The business of medicine puts its emphasis on the treatment of people who are already very sick. As an orthopedic surgeon, I got training mostly in how to repair damaged bones, joints, and flesh, and that's what I'm paid to do. But by the time someone has torn a ligament, suffered a heart attack, or lost a kidney, their lives will most likely be shorter no matter how sophisticated the drugs or surgery we have to offer.

I believe that performance and prevention are just as important as treatment, and as Galen wrote in 150 AD, philosophy is as important as science and technology.

That's why I devoted myself to helping the Fédération Internationale de Football Association (FIFA) create a training program that dramatically reduces the risk for lower extremity and ACL injury in athletes. It's why I've spoken out about the importance of screening for sudden cardiac death and making automatic external defibrillators available at sports events.

But I believe that physicians can have their biggest impact by inspiring patients to take charge of their own health.

Emphasizing Traditional Interventions

With that in mind, I wrote the book The Win Within to share my personal philosophy on motivation and success. Currently, I'm working with the University of California, Los Angeles to get this message to medical students there.

One of the points I make in the book and in my talks is that you are what you eat, drink, think, and do. Consider that list of the 10 leading causes of death. The effects of smoking, exercise, and diet on diabetes, heart disease, cancer, and stroke are well known.

Kidney disease results largely from diabetes and high blood pressure[2] and is influenced by these same lifestyle factors.

Vaccines can significantly reduce the risks from influenza and pneumonia. Strength and balance training can prevent unintentional injury. Hand washing and avoiding smoke and other air pollution can prevent respiratory diseases.[3]

Even the risk for Alzheimer disease can be reduced through exercise.[4]

We can't force our patients to stop smoking, exercise, eat well, get plenty of sleep, or receive vaccines. We can't grab the guns out of their hands if they've made up their minds to shoot themselves. But we can inspire them to take care of themselves.

Let's start with the opioid addiction problem. We need to adopt better prescription practices. More than that, we can help our patients understand that they have other options for controlling their pain, such as less-addictive medications, physical therapy, cognitive behavioral therapy, and mindful meditation.

If I'm talking to patients who have torn ligaments, I tell them that adversity is the engine of unimagined opportunities. I tell them that our mission is to turn that injury into an experience that will improve their whole lives.
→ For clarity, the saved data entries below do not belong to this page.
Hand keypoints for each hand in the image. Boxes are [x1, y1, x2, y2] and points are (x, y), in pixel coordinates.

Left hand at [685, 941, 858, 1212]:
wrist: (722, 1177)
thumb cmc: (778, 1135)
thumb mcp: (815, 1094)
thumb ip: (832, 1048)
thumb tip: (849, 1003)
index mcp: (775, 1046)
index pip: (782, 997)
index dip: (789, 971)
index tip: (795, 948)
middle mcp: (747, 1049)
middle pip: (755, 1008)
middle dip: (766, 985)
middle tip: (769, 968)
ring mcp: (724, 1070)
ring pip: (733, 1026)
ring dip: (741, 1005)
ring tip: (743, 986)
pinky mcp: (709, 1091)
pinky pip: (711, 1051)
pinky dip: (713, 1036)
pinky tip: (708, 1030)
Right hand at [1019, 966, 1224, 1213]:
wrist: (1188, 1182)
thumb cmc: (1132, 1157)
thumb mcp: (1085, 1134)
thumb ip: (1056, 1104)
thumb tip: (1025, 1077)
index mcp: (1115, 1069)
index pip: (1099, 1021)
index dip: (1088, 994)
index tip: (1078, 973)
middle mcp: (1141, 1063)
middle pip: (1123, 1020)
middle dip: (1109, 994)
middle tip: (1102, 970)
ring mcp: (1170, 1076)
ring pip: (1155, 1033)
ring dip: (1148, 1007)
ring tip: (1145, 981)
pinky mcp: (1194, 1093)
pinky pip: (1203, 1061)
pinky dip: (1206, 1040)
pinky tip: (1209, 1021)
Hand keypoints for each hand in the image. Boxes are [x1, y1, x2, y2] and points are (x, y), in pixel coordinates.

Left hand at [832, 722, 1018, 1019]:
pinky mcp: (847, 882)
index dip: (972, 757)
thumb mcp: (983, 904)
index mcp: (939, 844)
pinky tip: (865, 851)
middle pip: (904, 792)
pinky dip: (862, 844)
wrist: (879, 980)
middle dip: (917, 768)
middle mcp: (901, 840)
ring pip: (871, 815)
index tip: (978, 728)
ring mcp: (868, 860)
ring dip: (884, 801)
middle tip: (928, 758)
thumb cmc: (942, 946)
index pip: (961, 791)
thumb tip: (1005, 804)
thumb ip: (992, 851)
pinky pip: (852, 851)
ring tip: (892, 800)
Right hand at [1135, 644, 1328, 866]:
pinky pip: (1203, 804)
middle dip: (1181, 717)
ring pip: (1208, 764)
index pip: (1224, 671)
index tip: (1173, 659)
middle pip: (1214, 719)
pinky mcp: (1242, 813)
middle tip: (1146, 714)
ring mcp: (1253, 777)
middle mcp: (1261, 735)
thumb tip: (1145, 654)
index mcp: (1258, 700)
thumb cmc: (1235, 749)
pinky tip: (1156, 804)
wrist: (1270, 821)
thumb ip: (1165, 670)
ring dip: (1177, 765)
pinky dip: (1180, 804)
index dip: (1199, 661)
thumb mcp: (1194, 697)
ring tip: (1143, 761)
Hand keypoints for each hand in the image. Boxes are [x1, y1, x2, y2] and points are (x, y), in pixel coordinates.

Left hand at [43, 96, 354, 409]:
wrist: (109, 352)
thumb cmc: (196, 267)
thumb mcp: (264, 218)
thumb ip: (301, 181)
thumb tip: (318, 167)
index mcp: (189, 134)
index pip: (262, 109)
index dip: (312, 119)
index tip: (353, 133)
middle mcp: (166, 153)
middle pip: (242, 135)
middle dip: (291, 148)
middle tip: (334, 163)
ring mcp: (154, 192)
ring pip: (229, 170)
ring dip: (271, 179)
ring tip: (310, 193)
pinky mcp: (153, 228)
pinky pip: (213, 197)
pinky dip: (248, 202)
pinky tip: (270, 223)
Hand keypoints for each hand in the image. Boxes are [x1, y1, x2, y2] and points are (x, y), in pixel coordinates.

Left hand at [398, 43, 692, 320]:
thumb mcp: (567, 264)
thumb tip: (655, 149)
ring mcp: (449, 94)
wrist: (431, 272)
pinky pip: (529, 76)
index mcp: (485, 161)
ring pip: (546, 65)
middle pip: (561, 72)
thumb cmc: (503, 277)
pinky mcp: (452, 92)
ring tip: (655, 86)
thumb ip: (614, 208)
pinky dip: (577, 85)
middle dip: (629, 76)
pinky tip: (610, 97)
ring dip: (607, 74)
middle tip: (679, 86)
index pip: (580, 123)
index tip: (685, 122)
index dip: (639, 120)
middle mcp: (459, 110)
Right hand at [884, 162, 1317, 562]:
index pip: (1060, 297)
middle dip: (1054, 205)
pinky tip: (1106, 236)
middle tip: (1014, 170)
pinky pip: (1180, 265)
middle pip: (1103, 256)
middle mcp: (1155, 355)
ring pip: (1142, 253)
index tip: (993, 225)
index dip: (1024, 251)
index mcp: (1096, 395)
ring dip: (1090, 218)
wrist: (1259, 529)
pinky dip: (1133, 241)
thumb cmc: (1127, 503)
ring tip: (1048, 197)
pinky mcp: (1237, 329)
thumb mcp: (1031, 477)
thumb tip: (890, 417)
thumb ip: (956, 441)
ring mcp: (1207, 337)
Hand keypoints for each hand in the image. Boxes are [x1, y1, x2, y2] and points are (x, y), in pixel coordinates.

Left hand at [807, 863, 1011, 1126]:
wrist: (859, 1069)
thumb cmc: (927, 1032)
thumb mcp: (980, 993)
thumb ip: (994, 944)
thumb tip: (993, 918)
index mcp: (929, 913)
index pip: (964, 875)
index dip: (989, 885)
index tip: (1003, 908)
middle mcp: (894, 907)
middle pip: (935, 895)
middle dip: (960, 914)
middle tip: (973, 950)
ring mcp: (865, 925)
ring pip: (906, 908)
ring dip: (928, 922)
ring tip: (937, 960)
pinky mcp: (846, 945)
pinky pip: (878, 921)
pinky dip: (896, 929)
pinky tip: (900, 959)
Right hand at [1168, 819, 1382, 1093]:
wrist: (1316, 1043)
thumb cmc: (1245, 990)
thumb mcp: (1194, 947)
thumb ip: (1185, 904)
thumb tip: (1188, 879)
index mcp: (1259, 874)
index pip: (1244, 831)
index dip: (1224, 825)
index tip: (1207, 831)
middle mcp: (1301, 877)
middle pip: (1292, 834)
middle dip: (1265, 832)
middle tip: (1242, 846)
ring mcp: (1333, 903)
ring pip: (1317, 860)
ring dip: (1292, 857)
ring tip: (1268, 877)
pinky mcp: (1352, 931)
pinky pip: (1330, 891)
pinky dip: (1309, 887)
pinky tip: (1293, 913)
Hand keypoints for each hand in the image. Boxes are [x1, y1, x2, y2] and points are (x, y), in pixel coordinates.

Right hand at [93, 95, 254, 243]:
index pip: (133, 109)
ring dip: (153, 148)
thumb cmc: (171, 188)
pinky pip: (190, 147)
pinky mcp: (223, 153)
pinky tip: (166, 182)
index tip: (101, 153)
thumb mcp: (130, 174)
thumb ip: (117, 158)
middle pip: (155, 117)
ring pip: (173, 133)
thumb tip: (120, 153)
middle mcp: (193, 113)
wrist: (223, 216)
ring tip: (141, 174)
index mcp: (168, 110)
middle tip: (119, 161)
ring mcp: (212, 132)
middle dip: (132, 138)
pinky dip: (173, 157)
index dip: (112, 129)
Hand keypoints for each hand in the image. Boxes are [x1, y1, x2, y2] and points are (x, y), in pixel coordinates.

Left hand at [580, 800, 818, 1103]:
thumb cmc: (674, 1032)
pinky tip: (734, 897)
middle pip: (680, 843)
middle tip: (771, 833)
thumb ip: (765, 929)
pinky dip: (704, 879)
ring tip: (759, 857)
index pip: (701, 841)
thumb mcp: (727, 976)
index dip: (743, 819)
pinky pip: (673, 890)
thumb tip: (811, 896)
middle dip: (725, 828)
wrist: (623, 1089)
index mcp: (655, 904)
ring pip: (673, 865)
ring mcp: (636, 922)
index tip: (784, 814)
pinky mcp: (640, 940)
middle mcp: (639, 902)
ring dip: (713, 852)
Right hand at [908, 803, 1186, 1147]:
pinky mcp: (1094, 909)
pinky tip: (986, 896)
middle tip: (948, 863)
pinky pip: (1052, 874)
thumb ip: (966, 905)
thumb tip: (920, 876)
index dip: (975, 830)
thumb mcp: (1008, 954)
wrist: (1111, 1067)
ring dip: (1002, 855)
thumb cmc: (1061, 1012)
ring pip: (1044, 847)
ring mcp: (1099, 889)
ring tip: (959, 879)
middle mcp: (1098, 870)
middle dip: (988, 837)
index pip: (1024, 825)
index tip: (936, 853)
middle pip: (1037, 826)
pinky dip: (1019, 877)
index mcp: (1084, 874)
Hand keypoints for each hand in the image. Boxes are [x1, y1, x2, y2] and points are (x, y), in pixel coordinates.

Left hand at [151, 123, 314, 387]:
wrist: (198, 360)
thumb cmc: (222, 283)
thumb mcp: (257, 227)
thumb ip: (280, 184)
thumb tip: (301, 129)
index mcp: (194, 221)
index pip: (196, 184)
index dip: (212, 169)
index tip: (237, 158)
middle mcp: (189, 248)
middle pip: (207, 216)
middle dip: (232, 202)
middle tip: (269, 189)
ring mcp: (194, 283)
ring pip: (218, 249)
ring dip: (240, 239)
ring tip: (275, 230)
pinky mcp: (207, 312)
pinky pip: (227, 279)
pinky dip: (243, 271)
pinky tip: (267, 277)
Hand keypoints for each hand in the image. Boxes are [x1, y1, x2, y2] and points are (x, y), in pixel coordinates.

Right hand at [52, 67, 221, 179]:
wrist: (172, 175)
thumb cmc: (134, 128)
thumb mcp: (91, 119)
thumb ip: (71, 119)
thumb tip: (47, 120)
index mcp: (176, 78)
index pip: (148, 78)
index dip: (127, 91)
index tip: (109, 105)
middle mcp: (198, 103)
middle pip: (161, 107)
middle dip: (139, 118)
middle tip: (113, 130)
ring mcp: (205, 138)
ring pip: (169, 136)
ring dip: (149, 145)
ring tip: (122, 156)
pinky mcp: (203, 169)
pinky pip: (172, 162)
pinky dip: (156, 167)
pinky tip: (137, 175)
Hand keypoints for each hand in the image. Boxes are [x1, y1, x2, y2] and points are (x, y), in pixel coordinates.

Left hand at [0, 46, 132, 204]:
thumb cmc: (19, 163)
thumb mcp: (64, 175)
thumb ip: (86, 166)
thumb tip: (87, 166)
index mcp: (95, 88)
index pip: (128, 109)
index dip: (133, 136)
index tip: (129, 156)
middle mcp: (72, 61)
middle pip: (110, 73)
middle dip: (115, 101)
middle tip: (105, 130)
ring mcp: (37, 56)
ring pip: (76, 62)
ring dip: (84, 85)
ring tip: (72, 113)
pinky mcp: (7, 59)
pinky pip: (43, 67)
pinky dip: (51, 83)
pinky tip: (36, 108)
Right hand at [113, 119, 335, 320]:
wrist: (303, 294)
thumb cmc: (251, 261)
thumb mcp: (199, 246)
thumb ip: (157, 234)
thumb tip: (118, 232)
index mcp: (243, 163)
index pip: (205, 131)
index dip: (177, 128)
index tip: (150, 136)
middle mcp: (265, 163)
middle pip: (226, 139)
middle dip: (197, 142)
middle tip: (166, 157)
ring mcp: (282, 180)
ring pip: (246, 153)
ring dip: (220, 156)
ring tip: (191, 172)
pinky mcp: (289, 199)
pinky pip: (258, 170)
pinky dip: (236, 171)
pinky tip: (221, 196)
I often meet people who weigh 250 pounds. They come to me because they've got osteoarthritis and meniscal tears in their knees, but we both know that's only the tip of the iceberg. Nothing I can do to these patients' bodies will truly help unless I can also heal their spirits.

Opportunities to Inspire

I don't mean that I preach religion. I mean that I offer them a perspective. I tell them that they have the DNA of athletes, that their ancestors survived by outrunning their prey. I tell them that their bodies are just waiting for them to take action. I suggest that they take a brisk walk and notice how their bodies wake up. Pretty soon, their endorphins and neurotransmitters kick in. More than one of these patients has come back to me 100 pounds lighter and eternally grateful.

Over and over, I encourage my patients to look for discovery and adventure, to seek rich experiences rather than experiences that make them rich. I tell them to think positively in everything they do.

As physicians, we can spread these messages not only to our patients but everywhere we go, by facing our own challenges with optimism, by developing our strength of character, and by cultivating relationships.

As individual physicians, we can't change Brexit, taxes, or healthcare policy. But we can speak to the local PTA, strike up a conversation in the elevator, and make a friend of the person who vacuums the office floors.

There's a reason why the lifespans in places like Monaco and Japan are so much longer than ours, and it's not superior DNA. It has a lot to do with culture, and as physicians, we must lead the change.